*** Supplied records

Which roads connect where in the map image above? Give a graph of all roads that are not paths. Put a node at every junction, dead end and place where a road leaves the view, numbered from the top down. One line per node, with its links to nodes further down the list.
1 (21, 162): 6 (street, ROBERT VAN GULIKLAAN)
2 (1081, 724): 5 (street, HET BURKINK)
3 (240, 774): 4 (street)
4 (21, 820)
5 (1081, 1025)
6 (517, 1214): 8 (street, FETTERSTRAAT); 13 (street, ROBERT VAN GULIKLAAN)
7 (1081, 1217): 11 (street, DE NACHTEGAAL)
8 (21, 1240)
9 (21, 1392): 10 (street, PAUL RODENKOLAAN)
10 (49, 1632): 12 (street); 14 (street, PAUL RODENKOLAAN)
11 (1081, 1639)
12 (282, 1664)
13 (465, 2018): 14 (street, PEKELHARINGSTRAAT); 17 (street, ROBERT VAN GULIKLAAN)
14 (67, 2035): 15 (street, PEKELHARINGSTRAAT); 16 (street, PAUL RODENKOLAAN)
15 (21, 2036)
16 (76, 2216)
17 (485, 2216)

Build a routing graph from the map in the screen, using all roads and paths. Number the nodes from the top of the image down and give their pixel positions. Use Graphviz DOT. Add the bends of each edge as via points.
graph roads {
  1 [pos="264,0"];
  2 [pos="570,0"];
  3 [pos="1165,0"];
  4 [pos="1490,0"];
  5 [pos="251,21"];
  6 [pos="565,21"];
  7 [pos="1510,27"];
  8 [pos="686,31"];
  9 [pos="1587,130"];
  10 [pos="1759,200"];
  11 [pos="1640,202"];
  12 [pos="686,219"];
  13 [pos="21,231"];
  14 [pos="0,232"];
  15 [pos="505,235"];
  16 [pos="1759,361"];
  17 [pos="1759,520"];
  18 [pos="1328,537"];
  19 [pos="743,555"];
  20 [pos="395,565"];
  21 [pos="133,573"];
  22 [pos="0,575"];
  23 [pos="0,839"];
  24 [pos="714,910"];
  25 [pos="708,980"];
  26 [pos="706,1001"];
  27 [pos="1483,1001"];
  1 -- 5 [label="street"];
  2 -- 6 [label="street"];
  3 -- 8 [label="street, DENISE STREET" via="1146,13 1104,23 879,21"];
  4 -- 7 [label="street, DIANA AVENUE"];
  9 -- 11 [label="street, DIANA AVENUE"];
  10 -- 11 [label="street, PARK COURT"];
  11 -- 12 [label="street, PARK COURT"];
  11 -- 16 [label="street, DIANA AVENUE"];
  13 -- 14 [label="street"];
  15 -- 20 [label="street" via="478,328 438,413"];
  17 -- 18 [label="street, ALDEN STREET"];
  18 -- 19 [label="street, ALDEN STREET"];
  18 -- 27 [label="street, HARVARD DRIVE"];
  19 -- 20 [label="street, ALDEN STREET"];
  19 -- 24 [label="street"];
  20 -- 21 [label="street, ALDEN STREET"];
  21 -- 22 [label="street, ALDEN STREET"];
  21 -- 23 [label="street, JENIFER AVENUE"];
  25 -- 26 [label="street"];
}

******

Starting at the line that contains "Build a routing", retype each line through the last one in the records, both included, and add nothing.

Build a routing graph from the map in the screen, using all roads and paths. Number the nodes from the top of the image down and give their pixel positions. Use Graphviz DOT. Add the bends of each edge as via points.
graph roads {
  1 [pos="264,0"];
  2 [pos="570,0"];
  3 [pos="1165,0"];
  4 [pos="1490,0"];
  5 [pos="251,21"];
  6 [pos="565,21"];
  7 [pos="1510,27"];
  8 [pos="686,31"];
  9 [pos="1587,130"];
  10 [pos="1759,200"];
  11 [pos="1640,202"];
  12 [pos="686,219"];
  13 [pos="21,231"];
  14 [pos="0,232"];
  15 [pos="505,235"];
  16 [pos="1759,361"];
  17 [pos="1759,520"];
  18 [pos="1328,537"];
  19 [pos="743,555"];
  20 [pos="395,565"];
  21 [pos="133,573"];
  22 [pos="0,575"];
  23 [pos="0,839"];
  24 [pos="714,910"];
  25 [pos="708,980"];
  26 [pos="706,1001"];
  27 [pos="1483,1001"];
  1 -- 5 [label="street"];
  2 -- 6 [label="street"];
  3 -- 8 [label="street, DENISE STREET" via="1146,13 1104,23 879,21"];
  4 -- 7 [label="street, DIANA AVENUE"];
  9 -- 11 [label="street, DIANA AVENUE"];
  10 -- 11 [label="street, PARK COURT"];
  11 -- 12 [label="street, PARK COURT"];
  11 -- 16 [label="street, DIANA AVENUE"];
  13 -- 14 [label="street"];
  15 -- 20 [label="street" via="478,328 438,413"];
  17 -- 18 [label="street, ALDEN STREET"];
  18 -- 19 [label="street, ALDEN STREET"];
  18 -- 27 [label="street, HARVARD DRIVE"];
  19 -- 20 [label="street, ALDEN STREET"];
  19 -- 24 [label="street"];
  20 -- 21 [label="street, ALDEN STREET"];
  21 -- 22 [label="street, ALDEN STREET"];
  21 -- 23 [label="street, JENIFER AVENUE"];
  25 -- 26 [label="street"];
}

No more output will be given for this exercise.